At lunch, there'd be a warm bento box on my desk with a sticky note: "Eat or I'll tell everyone you cried when the nurse took your blood."
After school, he'd be leaning against the gate, pretending to scroll his phone, waiting to walk me to the bus stop.
During P.E., when I sat on the sidelines because even standing made me dizzy, he'd skip class and sit beside me.
"You're going to fail P.E.," I told him.
"Already failing. Might as well fail with company."
Sophia noticed.
"Emily, you and Noah Miller seem close lately." Her voice was sweet, curious—a performance perfected over sixteen years. "Is he your boyfriend?"
"No."
"Oh good. Because, you know, with your... situation... it might not be fair to him."
I looked at her.
In another life, this was the kind of comment that would have made the original Emily crawl into bed and cry herself to sleep.
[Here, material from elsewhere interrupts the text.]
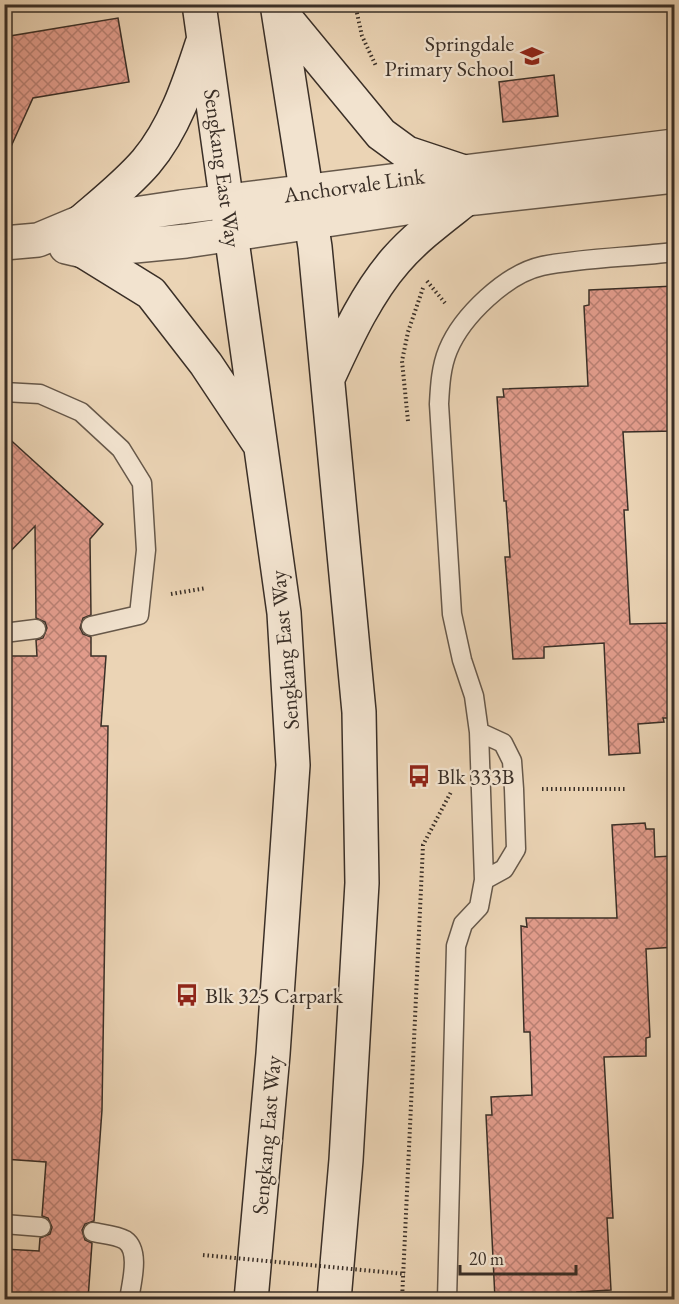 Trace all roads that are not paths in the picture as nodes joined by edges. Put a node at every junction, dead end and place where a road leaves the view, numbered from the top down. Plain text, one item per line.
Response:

"Sophia," I said evenly. "What situation would that be?"
Her smile faltered. Just a flicker.
"I just mean... you know. Being new. Adjusting. It must be hard."
"You're right. It is hard. Especially when someone's been telling the entire school that I'm a charity case who doesn't belong here."
The hallway went quiet.
Sophia's mask cracked—just for a second—before snapping back into place. "I would never say that. Emily, you're my sister—"
"No. I'm not."
I walked away.
Behind me, I heard Sophia's voice, higher now, trembling with practiced tears: "Damien... did you hear what she said to me?"
I didn't turn around.
Let her cry. Let them comfort her. Let the whole circus continue.
I had maybe four months left. I wasn't going to spend them performing.